A former writer for Facebook’s trending section denounced the social media platform on Monday saying the company treated the team like “garbage.”

The former employee, Mythili Sampathkumar, said the reason for Facebook’s fake news problem was firing the team earlier this year.

“As a former Facebook Trending News writer and current actual-human, Facebook has always had an answer to the fake news problem: our team,” Sampathkumar said on Twitter. “They treated us like garbage because we were all contractors, had zero leadership, and thought we were just pre-cursors for an algorithm.”

Sampathkumar continued saying, “After about 18 months, those of us that didn't quit (I did earlier in the year) they fired the entire team w/no grace, no notice, no care.”

Facebook’s problem with fake news gained momentum after the election, as people criticized the platform for not doing enough to curb fake stories that were shared on the site. Those fake stories, some say, helped Donald Trump win the election.

Facebook CEO Mark Zuckerberg defended the platform saying the belief of fake news influencing voters is a “ pretty crazy ” one. He also said that there was a very small amount of fake news on the social media site.
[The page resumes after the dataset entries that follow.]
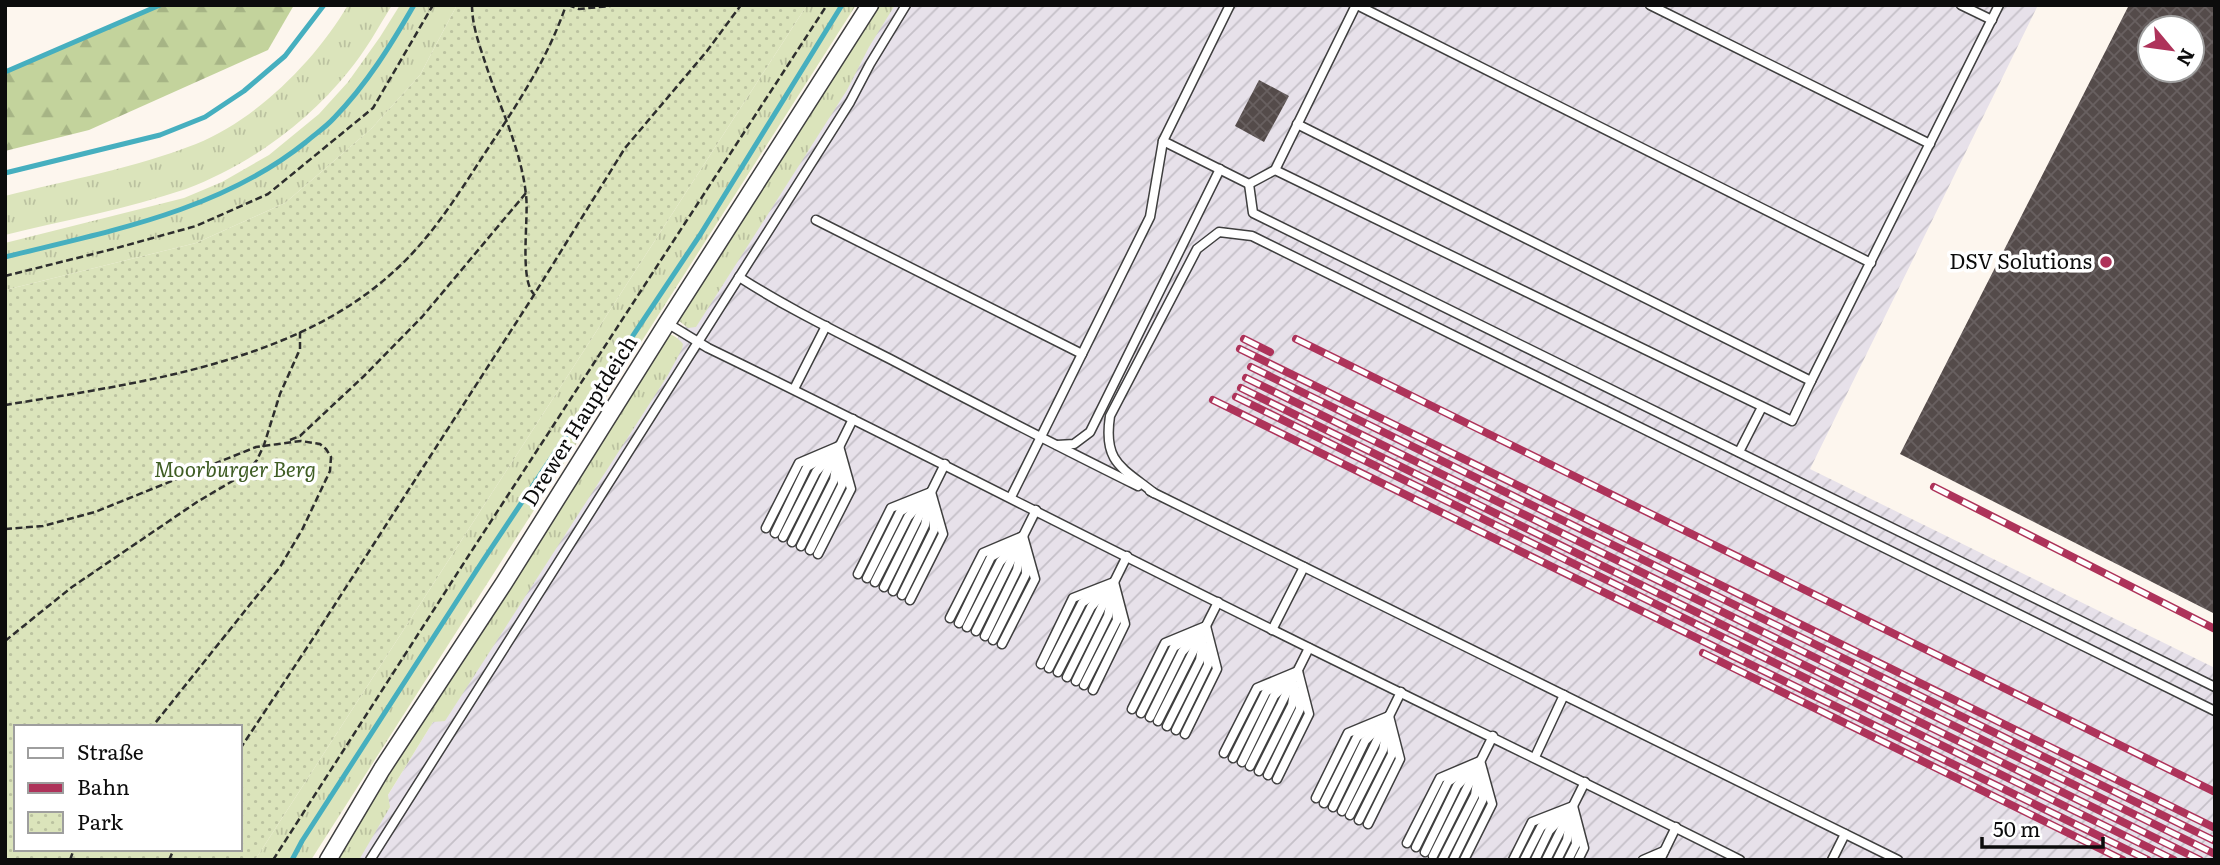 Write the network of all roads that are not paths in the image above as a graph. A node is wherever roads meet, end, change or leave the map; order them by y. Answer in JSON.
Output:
{"nodes":[{"id":1,"x":870,"y":5,"type":"edge"},
{"id":2,"x":906,"y":5,"type":"edge"},
{"id":3,"x":1230,"y":5,"type":"edge"},
{"id":4,"x":1356,"y":5,"type":"edge"},
{"id":5,"x":1650,"y":5,"type":"edge"},
{"id":6,"x":1961,"y":5,"type":"edge"},
{"id":7,"x":1999,"y":5,"type":"edge"},
{"id":8,"x":1992,"y":20,"type":"junction"},
{"id":9,"x":1297,"y":124,"type":"junction"},
{"id":10,"x":1163,"y":141,"type":"junction"},
{"id":11,"x":1930,"y":144,"type":"junction"},
{"id":12,"x":1220,"y":169,"type":"junction"},
{"id":13,"x":1275,"y":170,"type":"junction"},
{"id":14,"x":1249,"y":184,"type":"junction"},
{"id":15,"x":816,"y":220,"type":"dead end"},
{"id":16,"x":1871,"y":263,"type":"junction"},
{"id":17,"x":739,"y":277,"type":"junction"},
{"id":18,"x":667,"y":323,"type":"junction"},
{"id":19,"x":826,"y":326,"type":"junction"},
{"id":20,"x":698,"y":341,"type":"junction"},
{"id":21,"x":1082,"y":354,"type":"junction"},
{"id":22,"x":1811,"y":381,"type":"junction"},
{"id":23,"x":794,"y":389,"type":"junction"},
{"id":24,"x":1762,"y":407,"type":"junction"},
{"id":25,"x":853,"y":419,"type":"junction"},
{"id":26,"x":1040,"y":438,"type":"junction"},
{"id":27,"x":839,"y":446,"type":"junction"},
{"id":28,"x":1056,"y":446,"type":"junction"},
{"id":29,"x":1739,"y":452,"type":"junction"},
{"id":30,"x":945,"y":464,"type":"junction"},
{"id":31,"x":932,"y":492,"type":"junction"},
{"id":32,"x":1154,"y":494,"type":"junction"},
{"id":33,"x":1011,"y":497,"type":"junction"},
{"id":34,"x":1036,"y":510,"type":"junction"},
{"id":35,"x":770,"y":531,"type":"dead end"},
{"id":36,"x":1023,"y":536,"type":"junction"},
{"id":37,"x":788,"y":539,"type":"dead end"},
{"id":38,"x":1127,"y":556,"type":"junction"},
{"id":39,"x":1304,"y":566,"type":"junction"},
{"id":40,"x":858,"y":574,"type":"dead end"},
{"id":41,"x":1114,"y":582,"type":"junction"},
{"id":42,"x":902,"y":595,"type":"dead end"},
{"id":43,"x":910,"y":600,"type":"dead end"},
{"id":44,"x":1218,"y":602,"type":"junction"},
{"id":45,"x":950,"y":618,"type":"dead end"},
{"id":46,"x":963,"y":625,"type":"dead end"},
{"id":47,"x":1206,"y":626,"type":"junction"},
{"id":48,"x":1272,"y":630,"type":"junction"},
{"id":49,"x":981,"y":634,"type":"dead end"},
{"id":50,"x":993,"y":640,"type":"dead end"},
{"id":51,"x":1002,"y":644,"type":"dead end"},
{"id":52,"x":1309,"y":648,"type":"junction"},
{"id":53,"x":1045,"y":666,"type":"dead end"},
{"id":54,"x":1298,"y":671,"type":"junction"},
{"id":55,"x":1062,"y":674,"type":"dead end"},
{"id":56,"x":2215,"y":687,"type":"edge"},
{"id":57,"x":1401,"y":692,"type":"junction"},
{"id":58,"x":1564,"y":695,"type":"junction"},
{"id":59,"x":2215,"y":711,"type":"edge"},
{"id":60,"x":1389,"y":716,"type":"junction"},
{"id":61,"x":1167,"y":726,"type":"dead end"},
{"id":62,"x":1176,"y":730,"type":"dead end"},
{"id":63,"x":1185,"y":734,"type":"dead end"},
{"id":64,"x":1493,"y":736,"type":"junction"},
{"id":65,"x":1224,"y":753,"type":"dead end"},
{"id":66,"x":1535,"y":757,"type":"junction"},
{"id":67,"x":1480,"y":761,"type":"junction"},
{"id":68,"x":1264,"y":773,"type":"dead end"},
{"id":69,"x":1277,"y":779,"type":"dead end"},
{"id":70,"x":1585,"y":782,"type":"junction"},
{"id":71,"x":1573,"y":806,"type":"junction"},
{"id":72,"x":1342,"y":811,"type":"dead end"},
{"id":73,"x":1355,"y":818,"type":"dead end"},
{"id":74,"x":1368,"y":824,"type":"dead end"},
{"id":75,"x":1676,"y":827,"type":"junction"},
{"id":76,"x":1844,"y":834,"type":"junction"},
{"id":77,"x":1412,"y":845,"type":"dead end"},
{"id":78,"x":1429,"y":854,"type":"dead end"},
{"id":79,"x":1661,"y":859,"type":"edge"},
{"id":80,"x":328,"y":860,"type":"edge"},
{"id":81,"x":370,"y":860,"type":"edge"},
{"id":82,"x":1442,"y":860,"type":"edge"},
{"id":83,"x":1453,"y":860,"type":"edge"},
{"id":84,"x":1464,"y":860,"type":"edge"},
{"id":85,"x":1513,"y":860,"type":"edge"},
{"id":86,"x":1524,"y":860,"type":"edge"},
{"id":87,"x":1535,"y":860,"type":"edge"},
{"id":88,"x":1546,"y":860,"type":"edge"},
{"id":89,"x":1557,"y":860,"type":"edge"},
{"id":90,"x":1568,"y":860,"type":"edge"},
{"id":91,"x":1578,"y":860,"type":"edge"},
{"id":92,"x":1643,"y":860,"type":"edge"},
{"id":93,"x":1741,"y":860,"type":"edge"},
{"id":94,"x":1832,"y":860,"type":"edge"},
{"id":95,"x":1898,"y":860,"type":"edge"}],
"edges":[{"from":1,"to":18,"type":"street","name":"Drewer Hauptdeich"},
{"from":2,"to":17,"type":"lane"},
{"from":3,"to":10,"type":"lane"},
{"from":4,"to":9,"type":"lane"},
{"from":4,"to":16,"type":"lane"},
{"from":5,"to":11,"type":"lane"},
{"from":6,"to":8,"type":"lane"},
{"from":7,"to":8,"type":"lane"},
{"from":8,"to":11,"type":"lane"},
{"from":9,"to":13,"type":"lane"},
{"from":9,"to":22,"type":"lane"},
{"from":10,"to":12,"type":"lane"},
{"from":10,"to":21,"type":"lane"},
{"from":11,"to":16,"type":"lane"},
{"from":12,"to":14,"type":"lane"},
{"from":12,"to":28,"type":"lane"},
{"from":13,"to":14,"type":"lane"},
{"from":13,"to":24,"type":"lane"},
{"from":14,"to":29,"type":"lane"},
{"from":15,"to":21,"type":"lane"},
{"from":16,"to":22,"type":"lane"},
{"from":17,"to":19,"type":"lane"},
{"from":17,"to":20,"type":"lane"},
{"from":18,"to":20,"type":"lane"},
{"from":18,"to":80,"type":"street","name":"Drewer Hauptdeich"},
{"from":19,"to":23,"type":"lane"},
{"from":19,"to":26,"type":"lane"},
{"from":20,"to":23,"type":"lane"},
{"from":20,"to":81,"type":"lane"},
{"from":21,"to":26,"type":"lane"},
{"from":22,"to":24,"type":"lane"},
{"from":23,"to":25,"type":"lane"},
{"from":24,"to":29,"type":"lane"},
{"from":25,"to":27,"type":"lane"},
{"from":25,"to":30,"type":"lane"},
{"from":26,"to":28,"type":"lane"},
{"from":26,"to":33,"type":"lane"},
{"from":27,"to":27,"type":"lane"},
{"from":27,"to":35,"type":"lane"},
{"from":27,"to":37,"type":"lane"},
{"from":28,"to":32,"type":"lane"},
{"from":29,"to":56,"type":"lane"},
{"from":30,"to":31,"type":"lane"},
{"from":30,"to":33,"type":"lane"},
{"from":31,"to":31,"type":"lane"},
{"from":31,"to":40,"type":"lane"},
{"from":31,"to":42,"type":"lane"},
{"from":31,"to":43,"type":"lane"},
{"from":32,"to":39,"type":"lane"},
{"from":32,"to":59,"type":"lane"},
{"from":33,"to":34,"type":"lane"},
{"from":34,"to":36,"type":"lane"},
{"from":34,"to":38,"type":"lane"},
{"from":36,"to":45,"type":"lane"},
{"from":36,"to":46,"type":"lane"},
{"from":36,"to":49,"type":"lane"},
{"from":36,"to":50,"type":"lane"},
{"from":36,"to":51,"type":"lane"},
{"from":38,"to":41,"type":"lane"},
{"from":38,"to":44,"type":"lane"},
{"from":39,"to":48,"type":"lane"},
{"from":39,"to":58,"type":"lane"},
{"from":41,"to":41,"type":"lane"},
{"from":41,"to":53,"type":"lane"},
{"from":41,"to":55,"type":"lane"},
{"from":44,"to":47,"type":"lane"},
{"from":44,"to":48,"type":"lane"},
{"from":47,"to":47,"type":"lane"},
{"from":47,"to":61,"type":"lane"},
{"from":47,"to":62,"type":"lane"},
{"from":47,"to":63,"type":"lane"},
{"from":48,"to":52,"type":"lane"},
{"from":52,"to":54,"type":"lane"},
{"from":52,"to":57,"type":"lane"},
{"from":54,"to":54,"type":"lane"},
{"from":54,"to":65,"type":"lane"},
{"from":54,"to":68,"type":"lane"},
{"from":54,"to":69,"type":"lane"},
{"from":57,"to":60,"type":"lane"},
{"from":57,"to":64,"type":"lane"},
{"from":58,"to":66,"type":"lane"},
{"from":58,"to":76,"type":"lane"},
{"from":60,"to":60,"type":"lane"},
{"from":60,"to":72,"type":"lane"},
{"from":60,"to":73,"type":"lane"},
{"from":60,"to":74,"type":"lane"},
{"from":64,"to":66,"type":"lane"},
{"from":64,"to":67,"type":"lane"},
{"from":66,"to":70,"type":"lane"},
{"from":67,"to":77,"type":"lane"},
{"from":67,"to":78,"type":"lane"},
{"from":67,"to":82,"type":"lane"},
{"from":67,"to":83,"type":"lane"},
{"from":67,"to":84,"type":"lane"},
{"from":70,"to":71,"type":"lane"},
{"from":70,"to":75,"type":"lane"},
{"from":71,"to":85,"type":"lane"},
{"from":71,"to":86,"type":"lane"},
{"from":71,"to":87,"type":"lane"},
{"from":71,"to":88,"type":"lane"},
{"from":71,"to":89,"type":"lane"},
{"from":71,"to":90,"type":"lane"},
{"from":71,"to":91,"type":"lane"},
{"from":75,"to":79,"type":"lane"},
{"from":75,"to":93,"type":"lane"},
{"from":76,"to":94,"type":"lane"},
{"from":76,"to":95,"type":"lane"},
{"from":79,"to":92,"type":"lane"}]}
However, in the last few months of the presidential campaign, the top-performing fake election news stories on Facebook produced more engagement than top stories from major news outlets like the New York Times, Washington Post, Huffington Post, NBC News, and others, BuzzFeed reported last week.

In May, Gizmodo reported the trending section was manipulated by editors at Facebook and not by an algorithm like Facebook had previously said.

Sampathkumar attacked Gizmodo in her tweets.

“Instead of fact checking and letting the news team full of real reporters do our job, they cowed to right-wing pressure and advertisers,” said Sampathkumar. “They believed the hack job, false Gizmodo stories instead of their own reporters and their own algorithm which tracked everything we did. Result was rampant proliferation of fake news. It could have easily been avoided had they treated their human team of writers...as humans.”

Meanwhile, Zuckerberg revealed a strategy to curb fake news on the site last Friday.

“Our goal is to connect people with the stories they find most meaningful, and we know people want accurate information,” said Zuckerberg in a post. “We've been working on this problem for a long time and we take this responsibility seriously. We've made significant progress, but there is more work to be done.”

But Sampathkumar was uncertain of Facebook’s plan.

“So let’s not act like solution to FB’s news problem is better algorithm,” said Sampathkumar. “Some aspects of news judgement just can’t be done by bro-grammers.”